Sarah Ann Irwin Myers (1800 – December 11, 1876) was an American author.

She was born Sarah Ann Irwin was born in 1800 in Wilmington, Delaware. She was educated at Bethlehem Female Seminary. In 1825, she married Dr. Theodore Myers. Upon his death, she was forced to support herself and Sarah J. Hale encouraged her to become a writer. Most of her many works were written for children. She also worked as a teacher of music and art. She became a member of the Pennsylvania Academy of Fine Arts.

Sarah Ann Myers died on 11 December 1876 in Carlisle, Pennsylvania.

== Bibliography ==

- Fitz Harold. New York: 1853.
- Sequel to The Neighbors' Children, From the German. Lindsay & Blakiston, 1854.
- Aunt Carrie's Budget. Philadelphia, 1859.
- Faithful Nicolette; or the French Nurse. London: 1859.'
- Watch—Work—Wait:; or the Orphan's Victory. London: 1859.'
  - also published as Watch—Work—Wait: A Story of the Battle of Life. 1 vol.

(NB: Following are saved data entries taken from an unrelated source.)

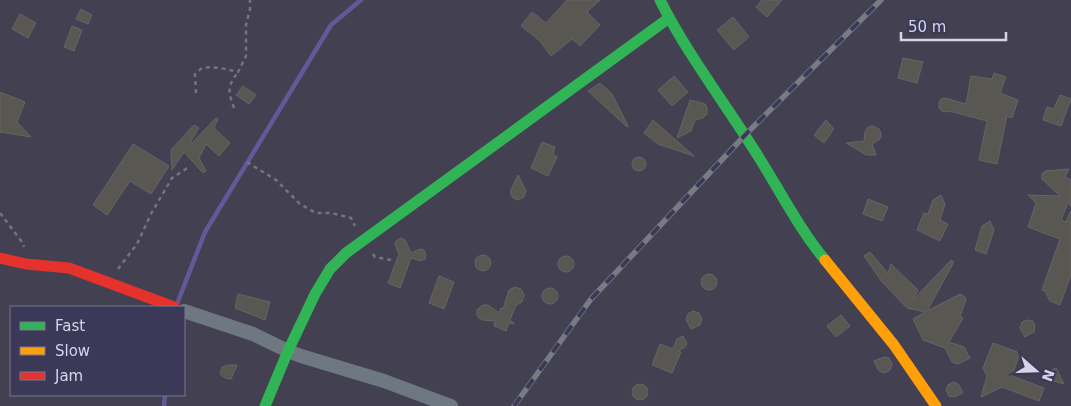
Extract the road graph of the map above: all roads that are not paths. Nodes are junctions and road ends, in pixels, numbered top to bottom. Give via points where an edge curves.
1 (660, 0) edge
2 (669, 18) junction
3 (0, 258) edge
4 (171, 306) edge
5 (185, 311) edge
6 (288, 351) junction
7 (265, 406) edge
8 (451, 406) edge
9 (936, 406) edge

1 - 2 street
2 - 6 street via 346,253 330,270 315,294
2 - 9 street via 812,245 894,345
3 - 4 street via 69,268
5 - 6 street via 253,334
6 - 7 street
6 - 8 street

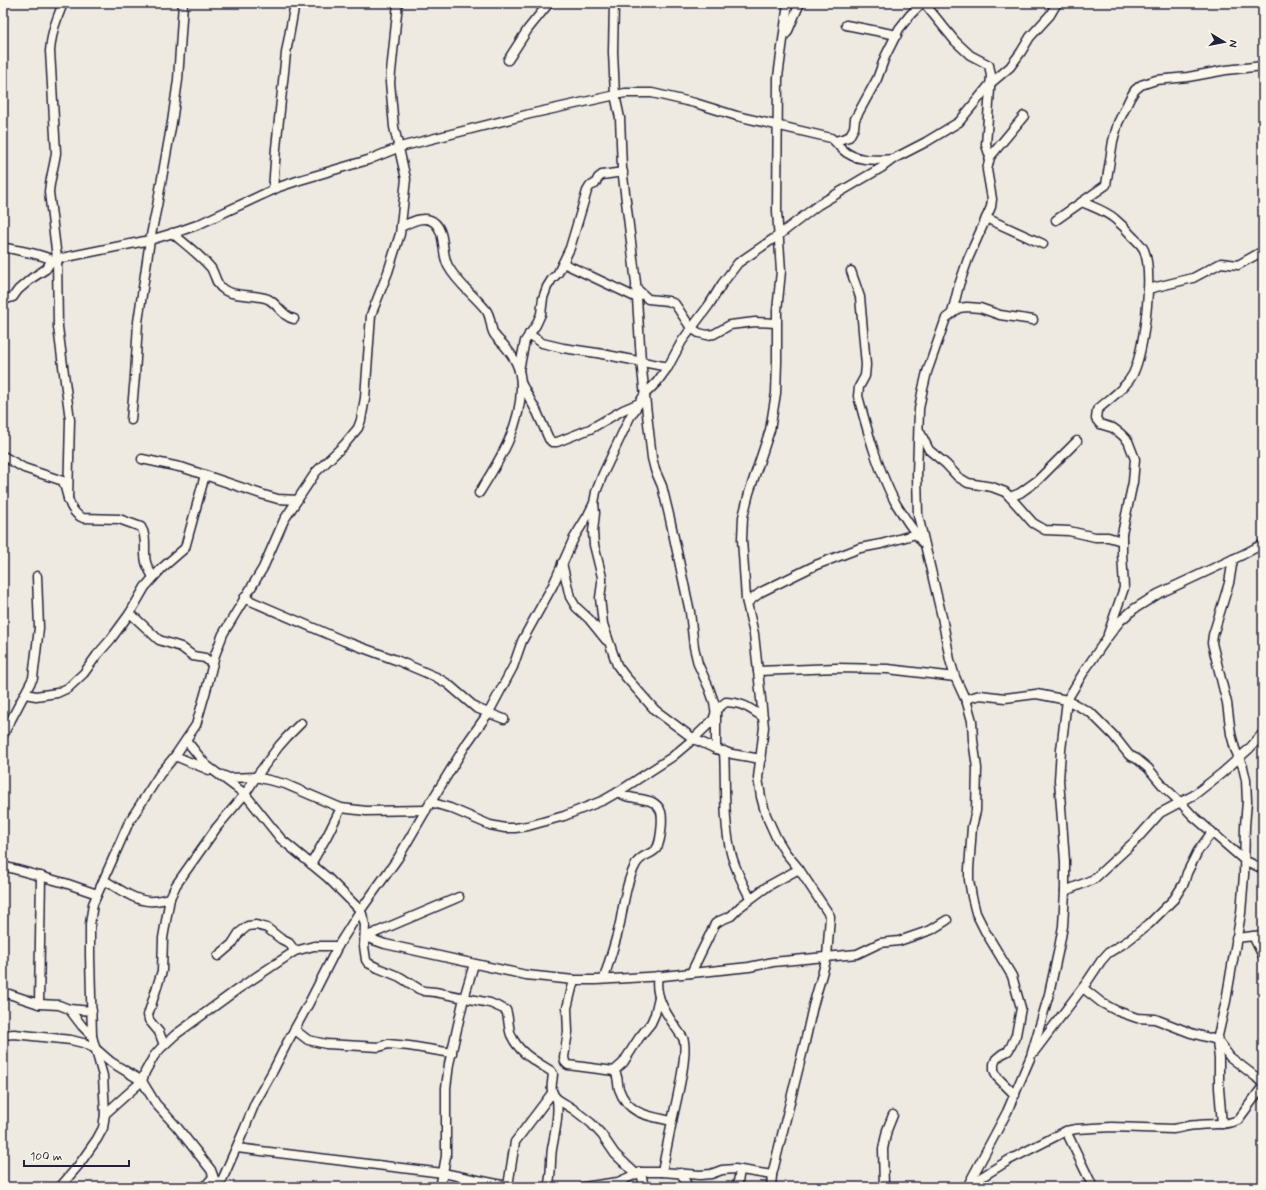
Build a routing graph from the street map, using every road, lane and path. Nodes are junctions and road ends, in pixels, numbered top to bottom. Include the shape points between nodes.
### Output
1 (62, 3) edge
2 (183, 3) edge
3 (295, 3) edge
4 (398, 3) edge
5 (549, 3) edge
6 (614, 3) edge
7 (788, 3) edge
8 (800, 3) edge
9 (923, 3) edge
10 (1057, 3) edge
11 (846, 25) dead end
12 (897, 35) junction
13 (782, 47) junction
14 (508, 60) dead end
15 (1263, 66) edge
16 (991, 83) junction
17 (615, 95) junction
18 (1024, 116) dead end
19 (779, 126) junction
20 (835, 141) junction
21 (400, 147) junction
22 (990, 157) junction
23 (893, 159) junction
24 (623, 172) junction
25 (273, 190) junction
26 (1082, 202) junction
27 (986, 218) junction
28 (1056, 220) dead end
29 (401, 227) junction
30 (172, 234) junction
31 (779, 235) junction
32 (150, 240) junction
33 (1043, 244) dead end
34 (3, 247) edge
35 (1263, 251) edge
36 (54, 259) junction
37 (563, 263) junction
38 (851, 271) dead end
39 (636, 288) junction
40 (1148, 289) junction
41 (637, 298) junction
42 (3, 300) edge
43 (952, 313) junction
44 (294, 319) dead end
45 (1033, 320) dead end
46 (776, 322) junction
47 (691, 328) junction
48 (530, 334) junction
49 (641, 361) junction
50 (668, 367) junction
51 (519, 371) junction
52 (520, 380) junction
53 (645, 394) junction
54 (637, 404) junction
55 (132, 420) dead end
56 (919, 429) junction
57 (1077, 441) dead end
58 (3, 456) edge
59 (142, 459) dead end
60 (205, 475) junction
61 (479, 493) dead end
62 (1010, 497) junction
63 (68, 499) junction
64 (297, 500) junction
65 (594, 503) junction
66 (916, 534) junction
67 (1122, 541) junction
68 (1263, 544) edge
69 (925, 546) junction
70 (1233, 559) junction
71 (562, 563) junction
72 (37, 576) dead end
73 (153, 577) junction
74 (244, 598) junction
75 (747, 603) junction
76 (130, 613) junction
77 (1107, 638) junction
78 (611, 646) junction
79 (212, 664) junction
80 (758, 671) junction
81 (955, 678) junction
82 (25, 694) junction
83 (966, 699) junction
84 (1067, 700) junction
85 (489, 712) junction
86 (716, 715) junction
87 (763, 717) junction
88 (504, 719) dead end
89 (301, 724) dead end
90 (1263, 732) edge
91 (3, 735) edge
92 (694, 739) junction
93 (186, 740) junction
94 (716, 749) junction
95 (724, 751) junction
96 (175, 756) junction
97 (1239, 758) junction
98 (760, 759) junction
99 (218, 774) junction
100 (256, 777) junction
101 (618, 792) junction
102 (245, 794) junction
103 (430, 802) junction
104 (1180, 802) junction
105 (341, 808) junction
106 (426, 810) junction
107 (1212, 832) junction
108 (1244, 860) junction
109 (311, 864) junction
110 (3, 866) edge
111 (799, 869) junction
112 (1263, 869) edge
113 (41, 876) junction
114 (104, 880) junction
115 (1065, 891) junction
116 (97, 894) junction
117 (459, 897) dead end
118 (170, 898) junction
119 (750, 898) junction
120 (154, 902) junction
121 (168, 911) junction
122 (360, 911) junction
123 (947, 920) dead end
124 (1263, 935) edge
125 (1253, 936) junction
126 (365, 937) junction
127 (1236, 938) junction
128 (338, 946) junction
129 (295, 951) junction
130 (218, 956) dead end
131 (1263, 956) edge
132 (827, 958) junction
133 (474, 964) junction
134 (691, 973) junction
135 (658, 976) junction
136 (604, 979) junction
137 (574, 980) junction
138 (1082, 988) junction
139 (3, 992) edge
140 (659, 996) junction
141 (464, 998) junction
142 (39, 1004) junction
143 (69, 1010) junction
144 (92, 1011) junction
145 (295, 1030) junction
146 (3, 1035) edge
147 (92, 1036) junction
148 (1217, 1040) junction
149 (164, 1045) junction
150 (96, 1049) junction
151 (452, 1053) junction
152 (1032, 1056) junction
153 (614, 1071) junction
154 (142, 1081) junction
155 (1263, 1085) edge
156 (1015, 1095) junction
157 (555, 1096) junction
158 (105, 1114) junction
159 (893, 1115) dead end
160 (672, 1121) junction
161 (1222, 1124) junction
162 (1066, 1131) junction
163 (237, 1148) junction
164 (740, 1171) junction
165 (662, 1172) junction
166 (443, 1173) junction
167 (638, 1173) junction
168 (681, 1173) junction
169 (772, 1175) junction
170 (213, 1177) junction
171 (968, 1186) edge
172 (60, 1187) edge
173 (202, 1187) edge
174 (218, 1187) edge
175 (440, 1187) edge
176 (510, 1187) edge
177 (548, 1187) edge
178 (582, 1187) edge
179 (644, 1187) edge
180 (688, 1187) edge
181 (737, 1187) edge
182 (770, 1187) edge
183 (884, 1187) edge
184 (1093, 1187) edge

1 - 36 street via 50,51 56,153 48,192
2 - 32 street via 177,87
3 - 25 street via 286,54
4 - 21 street via 390,82 392,115
5 - 14 street
6 - 17 street
7 - 13 street
8 - 13 street
9 - 12 street via 910,15
9 - 16 street via 955,42 970,55 989,65
10 - 16 street via 1010,67
11 - 12 street
12 - 20 street via 855,119 852,132 849,137
13 - 19 street via 778,77
15 - 26 street via 1156,80 1134,90 1118,123 1106,185
16 - 22 street via 986,144
16 - 23 street via 959,122
17 - 19 street via 652,93
17 - 21 street
17 - 24 street via 620,118
18 - 22 street
19 - 20 street
19 - 31 street
20 - 23 street via 849,155 862,159
21 - 25 street via 368,160
21 - 29 street via 406,179
22 - 27 street via 987,170 992,199
23 - 31 street via 818,205
24 - 37 street via 602,175 590,186
24 - 39 street
25 - 30 street
26 - 28 street
26 - 40 street via 1114,218 1139,243 1144,250 1148,269
27 - 33 street
27 - 43 street via 968,259
29 - 51 street via 425,218 434,223 440,232 447,265 468,293 486,310 493,334 516,360
29 - 64 street via 388,272 371,315 365,398 358,428 316,472
30 - 32 street
30 - 44 street via 204,261 223,289 268,299 289,318
31 - 46 street via 781,271
31 - 47 street via 734,267
32 - 36 street
32 - 55 street via 138,322
34 - 36 street
35 - 40 street via 1238,265 1221,263 1193,278
36 - 42 street via 13,297
36 - 63 street via 58,327 70,420
37 - 41 street
37 - 48 street via 547,287 541,314
38 - 66 street via 860,297 866,365 858,387 858,396 873,451 887,485
39 - 41 street
39 - 47 street via 648,299 675,304
40 - 67 street via 1142,344 1133,375 1115,396 1097,410 1096,414 1100,424 1112,428 1128,441 1135,459
41 - 49 street
43 - 45 street via 959,308 980,308 1000,315
43 - 56 street via 946,318 927,372
46 - 47 street via 730,325 707,335
46 - 75 street via 776,393 771,424 743,517 742,539
47 - 50 street
48 - 49 street via 542,342 557,347
48 - 51 street via 525,341
49 - 50 street
49 - 53 street
50 - 53 street
51 - 52 street
52 - 54 street via 552,442 590,429
52 - 61 street via 517,420 500,459
53 - 54 street
53 - 86 street via 652,458 670,519 690,612 698,664 714,702
54 - 65 street via 603,474
56 - 62 street via 929,450 958,477 968,483 999,489
56 - 69 street via 918,515
57 - 62 street via 1038,480
58 - 63 street via 24,468 63,481
59 - 60 street
60 - 64 street via 278,499
60 - 73 street via 185,548
62 - 67 street via 1033,523 1045,530 1069,531
63 - 73 street via 73,510 83,518 119,519 141,526 145,538 146,563
64 - 74 street via 284,520 263,568
65 - 71 street
65 - 78 street via 594,545 602,577 601,610
66 - 69 street
66 - 75 street via 837,556 761,592
67 - 77 street via 1124,588
68 - 70 street
69 - 81 street
70 - 77 street via 1158,594 1134,609
70 - 97 street via 1212,643 1227,703 1231,734
71 - 78 street via 570,597
71 - 85 street
72 - 82 street via 38,628 33,678
73 - 76 street
74 - 79 street via 223,634
74 - 85 street via 436,677 476,708
75 - 80 street
76 - 79 street via 159,640 181,647 193,656 205,658
76 - 82 street via 84,673 68,688 43,696
77 - 84 street
78 - 92 street via 625,676 655,710
79 - 93 street via 196,725
80 - 81 street via 888,669
80 - 87 street
81 - 83 street
82 - 91 street
83 - 84 street via 980,695 1005,698 1036,694
83 - 156 street via 972,721 977,768 969,880 976,913 1012,976 1021,1008 1016,1035 1011,1046 994,1064 997,1077
84 - 104 street via 1091,713 1129,755 1148,768
84 - 115 street via 1060,780
85 - 88 street
85 - 103 street
86 - 87 street via 721,705 726,702 738,702
86 - 92 street
86 - 94 street
87 - 98 street
89 - 100 street via 287,737
90 - 97 street
92 - 94 street
92 - 101 street via 672,757
93 - 96 street
93 - 99 street via 206,765
94 - 95 street
95 - 98 street
95 - 119 street via 728,841 740,878
96 - 99 street
96 - 114 street via 160,774 129,822
97 - 104 street
97 - 108 street via 1246,780 1247,800
98 - 111 street via 758,778 766,815 786,852
99 - 100 street via 229,778
99 - 102 street
100 - 102 street
100 - 105 street via 285,784
101 - 103 street via 564,816 515,828 490,825
101 - 136 street via 656,804 662,820 659,846 641,857 631,876
102 - 109 street via 281,839
102 - 118 street via 217,826
103 - 106 street
104 - 107 street
104 - 115 street via 1160,813 1135,841 1094,879
105 - 106 street via 366,811
105 - 109 street
106 - 122 street via 398,858
107 - 108 street
107 - 138 street via 1198,851 1184,884 1174,899 1143,929 1108,953
108 - 112 street
108 - 127 street via 1241,913
109 - 122 street
110 - 113 street
111 - 119 street
111 - 132 street via 830,916
113 - 116 street
113 - 142 street
114 - 116 street
114 - 120 street via 128,894
115 - 152 street via 1059,948
116 - 144 street via 90,924
117 - 126 street
118 - 120 street
118 - 121 street
119 - 134 street via 731,916 714,924
120 - 121 street
121 - 149 street via 163,938 162,971 148,1015
122 - 126 street via 365,926
122 - 128 street
123 - 132 street via 931,930 899,941 880,943 857,954
124 - 125 street
125 - 127 street
125 - 131 street
126 - 133 street
126 - 141 street via 364,946 368,963 400,977 419,989
127 - 148 street
128 - 129 street via 314,946
128 - 145 street
129 - 130 street via 290,943 266,928 256,925 248,926 239,933 232,944
129 - 149 street via 238,989
132 - 134 street
132 - 169 street
133 - 137 street
133 - 141 street
134 - 135 street
135 - 136 street
135 - 140 street
136 - 137 street
137 - 153 street via 567,1008 565,1062 568,1065
138 - 148 street via 1117,1011 1137,1018 1155,1019
138 - 152 street
139 - 142 street
140 - 153 street via 651,1023
140 - 160 street via 685,1042
141 - 151 street
141 - 157 street via 506,1010 511,1035 518,1046 528,1057 553,1074 551,1089
142 - 143 street
143 - 144 street
143 - 147 street
144 - 147 street
145 - 151 street via 308,1040 326,1044 379,1047 388,1044
145 - 163 street via 255,1103
146 - 150 street via 71,1040
147 - 150 street
148 - 155 street via 1230,1057
148 - 161 street
149 - 154 street via 154,1056
150 - 154 street via 111,1062
150 - 158 street via 103,1076
151 - 166 street via 446,1088 446,1156
152 - 156 street
153 - 160 street via 624,1099 631,1108 640,1114
154 - 158 street
154 - 170 street via 156,1104 211,1170
155 - 161 street via 1238,1120
156 - 171 street
157 - 167 street via 591,1123 615,1154
157 - 176 street via 516,1142
157 - 177 street via 558,1114 552,1150 552,1173
158 - 172 street via 98,1139
159 - 183 street via 882,1149
160 - 165 street
161 - 162 street via 1173,1129 1112,1127
162 - 171 street via 1009,1160
162 - 184 street
163 - 166 street
163 - 174 street
164 - 168 street via 722,1170 700,1175
164 - 169 street
164 - 181 street
165 - 167 street
165 - 168 street
166 - 175 street
166 - 176 street
167 - 178 street via 618,1182
167 - 179 street
168 - 180 street
169 - 182 street
170 - 173 street
170 - 174 street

Edinburgh: Nelson and Sons, 1876.
- Self-Sacrifice; or, The Pioneers of Fuegia. 1861.
- Poor Nicholas. 1863.
- The Gulf Stream. 1864.
- The Young Recruit. 1864.
- The Hero of Falcon's Island or The little boy who would be Robinson Crusoe. 1867.
- Margaret Gordon. 1869.
- The Little Shoemaker: Or, the Orphan's Victory.
- The Railroad Boy.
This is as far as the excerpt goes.